▸ EXERCISE DIRECTIONS: Drop all images and give the records again exactly.

-------------------------

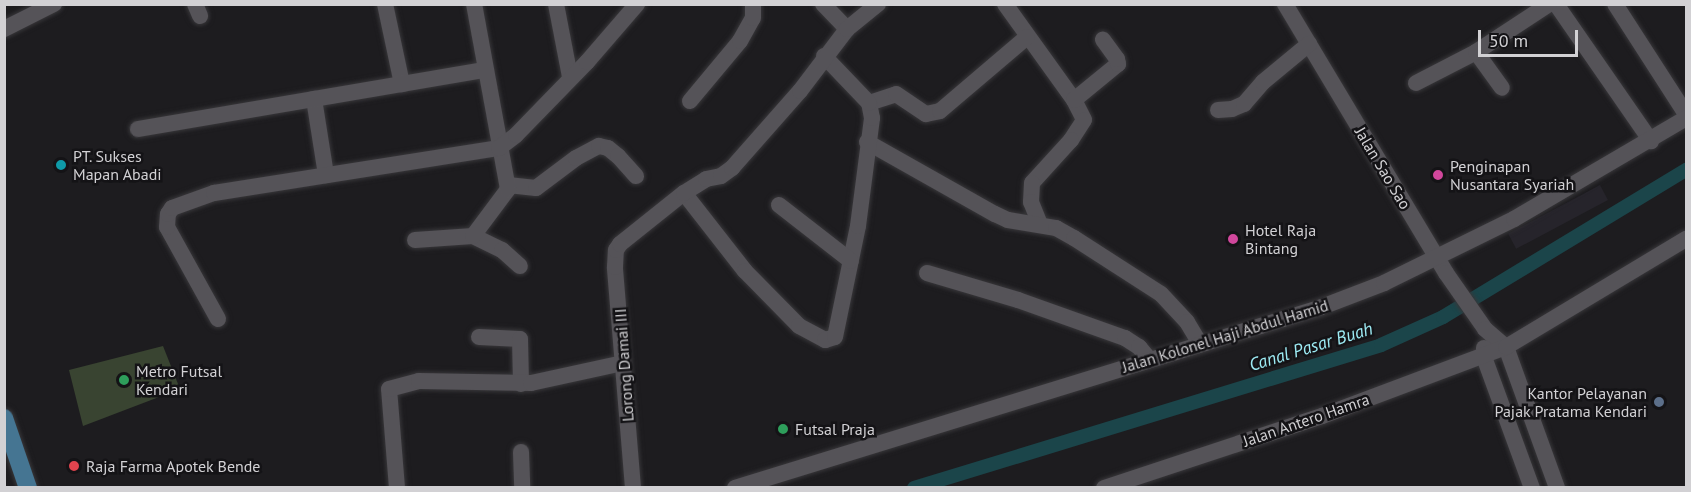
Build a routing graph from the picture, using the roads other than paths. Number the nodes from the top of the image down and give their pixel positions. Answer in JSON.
{"nodes":[{"id":1,"x":54,"y":4,"type":"edge"},
{"id":2,"x":385,"y":4,"type":"edge"},
{"id":3,"x":474,"y":4,"type":"edge"},
{"id":4,"x":556,"y":4,"type":"edge"},
{"id":5,"x":637,"y":4,"type":"edge"},
{"id":6,"x":753,"y":4,"type":"edge"},
{"id":7,"x":824,"y":4,"type":"edge"},
{"id":8,"x":878,"y":4,"type":"edge"},
{"id":9,"x":1005,"y":4,"type":"edge"},
{"id":10,"x":1285,"y":4,"type":"edge"},
{"id":11,"x":1615,"y":4,"type":"edge"},
{"id":12,"x":1556,"y":7,"type":"edge"},
{"id":13,"x":4,"y":28,"type":"edge"},
{"id":14,"x":847,"y":29,"type":"junction"},
{"id":15,"x":1027,"y":37,"type":"junction"},
{"id":16,"x":1103,"y":40,"type":"dead end"},
{"id":17,"x":1309,"y":44,"type":"junction"},
{"id":18,"x":1476,"y":52,"type":"junction"},
{"id":19,"x":824,"y":56,"type":"junction"},
{"id":20,"x":484,"y":70,"type":"junction"},
{"id":21,"x":570,"y":77,"type":"junction"},
{"id":22,"x":1416,"y":83,"type":"dead end"},
{"id":23,"x":402,"y":84,"type":"junction"},
{"id":24,"x":1502,"y":88,"type":"dead end"},
{"id":25,"x":314,"y":99,"type":"junction"},
{"id":26,"x":1074,"y":100,"type":"junction"},
{"id":27,"x":690,"y":101,"type":"dead end"},
{"id":28,"x":869,"y":103,"type":"junction"},
{"id":29,"x":1218,"y":110,"type":"dead end"},
{"id":30,"x":1686,"y":116,"type":"edge"},
{"id":31,"x":138,"y":129,"type":"dead end"},
{"id":32,"x":1651,"y":141,"type":"junction"},
{"id":33,"x":867,"y":142,"type":"junction"},
{"id":34,"x":499,"y":147,"type":"junction"},
{"id":35,"x":326,"y":175,"type":"junction"},
{"id":36,"x":636,"y":176,"type":"dead end"},
{"id":37,"x":508,"y":185,"type":"junction"},
{"id":38,"x":684,"y":193,"type":"junction"},
{"id":39,"x":778,"y":205,"type":"dead end"},
{"id":40,"x":1040,"y":224,"type":"junction"},
{"id":41,"x":473,"y":237,"type":"junction"},
{"id":42,"x":1686,"y":239,"type":"edge"},
{"id":43,"x":415,"y":240,"type":"dead end"},
{"id":44,"x":1437,"y":258,"type":"junction"},
{"id":45,"x":851,"y":261,"type":"junction"},
{"id":46,"x":520,"y":266,"type":"dead end"},
{"id":47,"x":927,"y":273,"type":"dead end"},
{"id":48,"x":218,"y":319,"type":"dead end"},
{"id":49,"x":1485,"y":329,"type":"junction"},
{"id":50,"x":479,"y":337,"type":"dead end"},
{"id":51,"x":1200,"y":344,"type":"junction"},
{"id":52,"x":1506,"y":347,"type":"junction"},
{"id":53,"x":1484,"y":357,"type":"junction"},
{"id":54,"x":1149,"y":359,"type":"junction"},
{"id":55,"x":623,"y":363,"type":"junction"},
{"id":56,"x":521,"y":384,"type":"junction"},
{"id":57,"x":4,"y":418,"type":"edge"},
{"id":58,"x":521,"y":452,"type":"dead end"},
{"id":59,"x":28,"y":488,"type":"edge"},
{"id":60,"x":397,"y":488,"type":"edge"},
{"id":61,"x":522,"y":488,"type":"edge"},
{"id":62,"x":633,"y":488,"type":"edge"},
{"id":63,"x":735,"y":488,"type":"edge"},
{"id":64,"x":1104,"y":488,"type":"edge"},
{"id":65,"x":1532,"y":488,"type":"edge"},
{"id":66,"x":1557,"y":488,"type":"edge"}],
"edges":[{"from":1,"to":13,"type":"street"},
{"from":2,"to":23,"type":"street"},
{"from":3,"to":20,"type":"street"},
{"from":4,"to":21,"type":"street"},
{"from":5,"to":21,"type":"street"},
{"from":6,"to":27,"type":"street"},
{"from":7,"to":14,"type":"street"},
{"from":8,"to":14,"type":"street"},
{"from":9,"to":15,"type":"street"},
{"from":10,"to":17,"type":"street","name":"Jalan Sao Sao"},
{"from":11,"to":30,"type":"street"},
{"from":12,"to":18,"type":"street"},
{"from":12,"to":32,"type":"street"},
{"from":14,"to":19,"type":"street"},
{"from":15,"to":26,"type":"street"},
{"from":15,"to":28,"type":"street"},
{"from":16,"to":26,"type":"street"},
{"from":17,"to":29,"type":"street"},
{"from":17,"to":44,"type":"street","name":"Jalan Sao Sao"},
{"from":18,"to":22,"type":"street"},
{"from":18,"to":24,"type":"street"},
{"from":19,"to":28,"type":"street"},
{"from":19,"to":38,"type":"street"},
{"from":20,"to":23,"type":"street"},
{"from":20,"to":34,"type":"street"},
{"from":21,"to":34,"type":"street"},
{"from":23,"to":25,"type":"street"},
{"from":25,"to":31,"type":"street"},
{"from":25,"to":35,"type":"street"},
{"from":26,"to":40,"type":"street"},
{"from":28,"to":33,"type":"street"},
{"from":30,"to":32,"type":"street","name":"Jalan Kolonel Haji Abdul Hamid"},
{"from":32,"to":44,"type":"street","name":"Jalan Kolonel Haji Abdul Hamid"},
{"from":33,"to":40,"type":"street"},
{"from":33,"to":45,"type":"street"},
{"from":34,"to":35,"type":"street"},
{"from":34,"to":37,"type":"street"},
{"from":35,"to":48,"type":"street"},
{"from":36,"to":37,"type":"street"},
{"from":37,"to":41,"type":"street"},
{"from":38,"to":45,"type":"street"},
{"from":38,"to":55,"type":"street","name":"Lorong Damai III"},
{"from":39,"to":45,"type":"street"},
{"from":40,"to":51,"type":"street"},
{"from":41,"to":43,"type":"street"},
{"from":41,"to":46,"type":"street"},
{"from":42,"to":52,"type":"street","name":"Jalan Antero Hamra"},
{"from":44,"to":49,"type":"street","name":"Jalan Sao Sao"},
{"from":44,"to":51,"type":"street","name":"Jalan Kolonel Haji Abdul Hamid"},
{"from":47,"to":54,"type":"street"},
{"from":49,"to":52,"type":"street","name":"Jalan Sao Sao"},
{"from":49,"to":53,"type":"street"},
{"from":50,"to":56,"type":"street"},
{"from":51,"to":54,"type":"street","name":"Jalan Kolonel Haji Abdul Hamid"},
{"from":52,"to":53,"type":"street","name":"Jalan Antero Hamra"},
{"from":52,"to":66,"type":"street","name":"Jalan Sao Sao"},
{"from":53,"to":64,"type":"street","name":"Jalan Antero Hamra"},
{"from":53,"to":65,"type":"street"},
{"from":54,"to":63,"type":"street","name":"Jalan Kolonel Haji Abdul Hamid"},
{"from":55,"to":56,"type":"street"},
{"from":55,"to":62,"type":"street","name":"Lorong Damai III"},
{"from":56,"to":60,"type":"street"},
{"from":57,"to":59,"type":"main road"},
{"from":58,"to":61,"type":"street"}]}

-------------------------

▸ RESULT FOR THIS EXERCISE:
Build a routing graph from the picture, using the roads other than paths. Number the nodes from the top of the image down and give their pixel positions. Answer in JSON.
{"nodes":[{"id":1,"x":54,"y":4,"type":"edge"},
{"id":2,"x":385,"y":4,"type":"edge"},
{"id":3,"x":474,"y":4,"type":"edge"},
{"id":4,"x":556,"y":4,"type":"edge"},
{"id":5,"x":637,"y":4,"type":"edge"},
{"id":6,"x":753,"y":4,"type":"edge"},
{"id":7,"x":824,"y":4,"type":"edge"},
{"id":8,"x":878,"y":4,"type":"edge"},
{"id":9,"x":1005,"y":4,"type":"edge"},
{"id":10,"x":1285,"y":4,"type":"edge"},
{"id":11,"x":1615,"y":4,"type":"edge"},
{"id":12,"x":1556,"y":7,"type":"edge"},
{"id":13,"x":4,"y":28,"type":"edge"},
{"id":14,"x":847,"y":29,"type":"junction"},
{"id":15,"x":1027,"y":37,"type":"junction"},
{"id":16,"x":1103,"y":40,"type":"dead end"},
{"id":17,"x":1309,"y":44,"type":"junction"},
{"id":18,"x":1476,"y":52,"type":"junction"},
{"id":19,"x":824,"y":56,"type":"junction"},
{"id":20,"x":484,"y":70,"type":"junction"},
{"id":21,"x":570,"y":77,"type":"junction"},
{"id":22,"x":1416,"y":83,"type":"dead end"},
{"id":23,"x":402,"y":84,"type":"junction"},
{"id":24,"x":1502,"y":88,"type":"dead end"},
{"id":25,"x":314,"y":99,"type":"junction"},
{"id":26,"x":1074,"y":100,"type":"junction"},
{"id":27,"x":690,"y":101,"type":"dead end"},
{"id":28,"x":869,"y":103,"type":"junction"},
{"id":29,"x":1218,"y":110,"type":"dead end"},
{"id":30,"x":1686,"y":116,"type":"edge"},
{"id":31,"x":138,"y":129,"type":"dead end"},
{"id":32,"x":1651,"y":141,"type":"junction"},
{"id":33,"x":867,"y":142,"type":"junction"},
{"id":34,"x":499,"y":147,"type":"junction"},
{"id":35,"x":326,"y":175,"type":"junction"},
{"id":36,"x":636,"y":176,"type":"dead end"},
{"id":37,"x":508,"y":185,"type":"junction"},
{"id":38,"x":684,"y":193,"type":"junction"},
{"id":39,"x":778,"y":205,"type":"dead end"},
{"id":40,"x":1040,"y":224,"type":"junction"},
{"id":41,"x":473,"y":237,"type":"junction"},
{"id":42,"x":1686,"y":239,"type":"edge"},
{"id":43,"x":415,"y":240,"type":"dead end"},
{"id":44,"x":1437,"y":258,"type":"junction"},
{"id":45,"x":851,"y":261,"type":"junction"},
{"id":46,"x":520,"y":266,"type":"dead end"},
{"id":47,"x":927,"y":273,"type":"dead end"},
{"id":48,"x":218,"y":319,"type":"dead end"},
{"id":49,"x":1485,"y":329,"type":"junction"},
{"id":50,"x":479,"y":337,"type":"dead end"},
{"id":51,"x":1200,"y":344,"type":"junction"},
{"id":52,"x":1506,"y":347,"type":"junction"},
{"id":53,"x":1484,"y":357,"type":"junction"},
{"id":54,"x":1149,"y":359,"type":"junction"},
{"id":55,"x":623,"y":363,"type":"junction"},
{"id":56,"x":521,"y":384,"type":"junction"},
{"id":57,"x":4,"y":418,"type":"edge"},
{"id":58,"x":521,"y":452,"type":"dead end"},
{"id":59,"x":28,"y":488,"type":"edge"},
{"id":60,"x":397,"y":488,"type":"edge"},
{"id":61,"x":522,"y":488,"type":"edge"},
{"id":62,"x":633,"y":488,"type":"edge"},
{"id":63,"x":735,"y":488,"type":"edge"},
{"id":64,"x":1104,"y":488,"type":"edge"},
{"id":65,"x":1532,"y":488,"type":"edge"},
{"id":66,"x":1557,"y":488,"type":"edge"}],
"edges":[{"from":1,"to":13,"type":"street"},
{"from":2,"to":23,"type":"street"},
{"from":3,"to":20,"type":"street"},
{"from":4,"to":21,"type":"street"},
{"from":5,"to":21,"type":"street"},
{"from":6,"to":27,"type":"street"},
{"from":7,"to":14,"type":"street"},
{"from":8,"to":14,"type":"street"},
{"from":9,"to":15,"type":"street"},
{"from":10,"to":17,"type":"street","name":"Jalan Sao Sao"},
{"from":11,"to":30,"type":"street"},
{"from":12,"to":18,"type":"street"},
{"from":12,"to":32,"type":"street"},
{"from":14,"to":19,"type":"street"},
{"from":15,"to":26,"type":"street"},
{"from":15,"to":28,"type":"street"},
{"from":16,"to":26,"type":"street"},
{"from":17,"to":29,"type":"street"},
{"from":17,"to":44,"type":"street","name":"Jalan Sao Sao"},
{"from":18,"to":22,"type":"street"},
{"from":18,"to":24,"type":"street"},
{"from":19,"to":28,"type":"street"},
{"from":19,"to":38,"type":"street"},
{"from":20,"to":23,"type":"street"},
{"from":20,"to":34,"type":"street"},
{"from":21,"to":34,"type":"street"},
{"from":23,"to":25,"type":"street"},
{"from":25,"to":31,"type":"street"},
{"from":25,"to":35,"type":"street"},
{"from":26,"to":40,"type":"street"},
{"from":28,"to":33,"type":"street"},
{"from":30,"to":32,"type":"street","name":"Jalan Kolonel Haji Abdul Hamid"},
{"from":32,"to":44,"type":"street","name":"Jalan Kolonel Haji Abdul Hamid"},
{"from":33,"to":40,"type":"street"},
{"from":33,"to":45,"type":"street"},
{"from":34,"to":35,"type":"street"},
{"from":34,"to":37,"type":"street"},
{"from":35,"to":48,"type":"street"},
{"from":36,"to":37,"type":"street"},
{"from":37,"to":41,"type":"street"},
{"from":38,"to":45,"type":"street"},
{"from":38,"to":55,"type":"street","name":"Lorong Damai III"},
{"from":39,"to":45,"type":"street"},
{"from":40,"to":51,"type":"street"},
{"from":41,"to":43,"type":"street"},
{"from":41,"to":46,"type":"street"},
{"from":42,"to":52,"type":"street","name":"Jalan Antero Hamra"},
{"from":44,"to":49,"type":"street","name":"Jalan Sao Sao"},
{"from":44,"to":51,"type":"street","name":"Jalan Kolonel Haji Abdul Hamid"},
{"from":47,"to":54,"type":"street"},
{"from":49,"to":52,"type":"street","name":"Jalan Sao Sao"},
{"from":49,"to":53,"type":"street"},
{"from":50,"to":56,"type":"street"},
{"from":51,"to":54,"type":"street","name":"Jalan Kolonel Haji Abdul Hamid"},
{"from":52,"to":53,"type":"street","name":"Jalan Antero Hamra"},
{"from":52,"to":66,"type":"street","name":"Jalan Sao Sao"},
{"from":53,"to":64,"type":"street","name":"Jalan Antero Hamra"},
{"from":53,"to":65,"type":"street"},
{"from":54,"to":63,"type":"street","name":"Jalan Kolonel Haji Abdul Hamid"},
{"from":55,"to":56,"type":"street"},
{"from":55,"to":62,"type":"street","name":"Lorong Damai III"},
{"from":56,"to":60,"type":"street"},
{"from":57,"to":59,"type":"main road"},
{"from":58,"to":61,"type":"street"}]}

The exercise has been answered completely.